• _MATERIAL FOR THIS EXERCISE_
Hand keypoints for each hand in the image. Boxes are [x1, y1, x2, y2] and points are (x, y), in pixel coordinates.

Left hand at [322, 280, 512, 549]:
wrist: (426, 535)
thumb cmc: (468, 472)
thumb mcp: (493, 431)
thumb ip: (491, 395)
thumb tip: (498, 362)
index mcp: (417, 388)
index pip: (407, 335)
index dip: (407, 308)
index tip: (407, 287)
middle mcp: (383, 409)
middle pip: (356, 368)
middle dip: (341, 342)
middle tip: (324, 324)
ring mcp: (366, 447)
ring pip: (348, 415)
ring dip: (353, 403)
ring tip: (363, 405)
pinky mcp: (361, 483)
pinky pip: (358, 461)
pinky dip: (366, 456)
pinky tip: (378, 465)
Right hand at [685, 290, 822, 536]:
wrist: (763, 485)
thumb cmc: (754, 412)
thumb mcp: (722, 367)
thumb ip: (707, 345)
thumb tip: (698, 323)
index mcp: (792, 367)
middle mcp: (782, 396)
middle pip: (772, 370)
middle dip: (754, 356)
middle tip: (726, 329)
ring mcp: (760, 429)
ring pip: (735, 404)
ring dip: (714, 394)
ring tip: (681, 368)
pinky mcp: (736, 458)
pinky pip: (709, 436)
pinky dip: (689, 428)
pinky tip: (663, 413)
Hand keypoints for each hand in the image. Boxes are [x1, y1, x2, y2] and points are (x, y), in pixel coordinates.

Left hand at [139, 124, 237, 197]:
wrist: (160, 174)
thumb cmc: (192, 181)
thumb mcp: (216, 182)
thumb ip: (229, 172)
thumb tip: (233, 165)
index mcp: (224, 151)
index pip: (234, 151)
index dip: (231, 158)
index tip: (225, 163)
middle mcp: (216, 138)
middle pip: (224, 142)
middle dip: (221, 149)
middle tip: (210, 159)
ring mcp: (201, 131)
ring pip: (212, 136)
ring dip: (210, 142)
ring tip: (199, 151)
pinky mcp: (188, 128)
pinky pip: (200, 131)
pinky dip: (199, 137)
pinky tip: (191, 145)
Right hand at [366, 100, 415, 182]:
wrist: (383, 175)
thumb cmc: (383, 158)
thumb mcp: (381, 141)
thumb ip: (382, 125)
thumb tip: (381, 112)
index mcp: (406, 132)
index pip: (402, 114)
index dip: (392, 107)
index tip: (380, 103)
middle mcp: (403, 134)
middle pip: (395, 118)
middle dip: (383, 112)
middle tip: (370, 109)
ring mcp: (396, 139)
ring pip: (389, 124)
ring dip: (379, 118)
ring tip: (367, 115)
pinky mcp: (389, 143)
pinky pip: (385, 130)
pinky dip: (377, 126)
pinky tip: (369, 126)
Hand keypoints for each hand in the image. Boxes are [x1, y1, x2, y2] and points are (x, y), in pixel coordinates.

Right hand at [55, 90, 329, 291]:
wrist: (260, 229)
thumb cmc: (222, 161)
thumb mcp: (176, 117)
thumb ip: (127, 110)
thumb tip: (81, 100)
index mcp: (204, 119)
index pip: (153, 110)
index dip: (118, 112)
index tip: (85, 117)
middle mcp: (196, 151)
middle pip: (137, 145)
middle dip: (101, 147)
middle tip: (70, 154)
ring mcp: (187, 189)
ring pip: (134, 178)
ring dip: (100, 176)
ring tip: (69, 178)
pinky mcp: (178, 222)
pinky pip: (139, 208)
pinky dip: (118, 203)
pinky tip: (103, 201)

• _ASSIGNED TASK_
Begin with the line containing "ring mcp: (187, 189)" and retype it and each line after it through the end of the records, keeping them exact and including nothing more.

• _RESPONSE_
ring mcp: (187, 189)
ring pip: (134, 178)
ring dip: (100, 176)
ring tip: (69, 178)
pinky mcp: (178, 222)
pinky pip: (139, 208)
pinky dip: (118, 203)
pinky tip: (103, 201)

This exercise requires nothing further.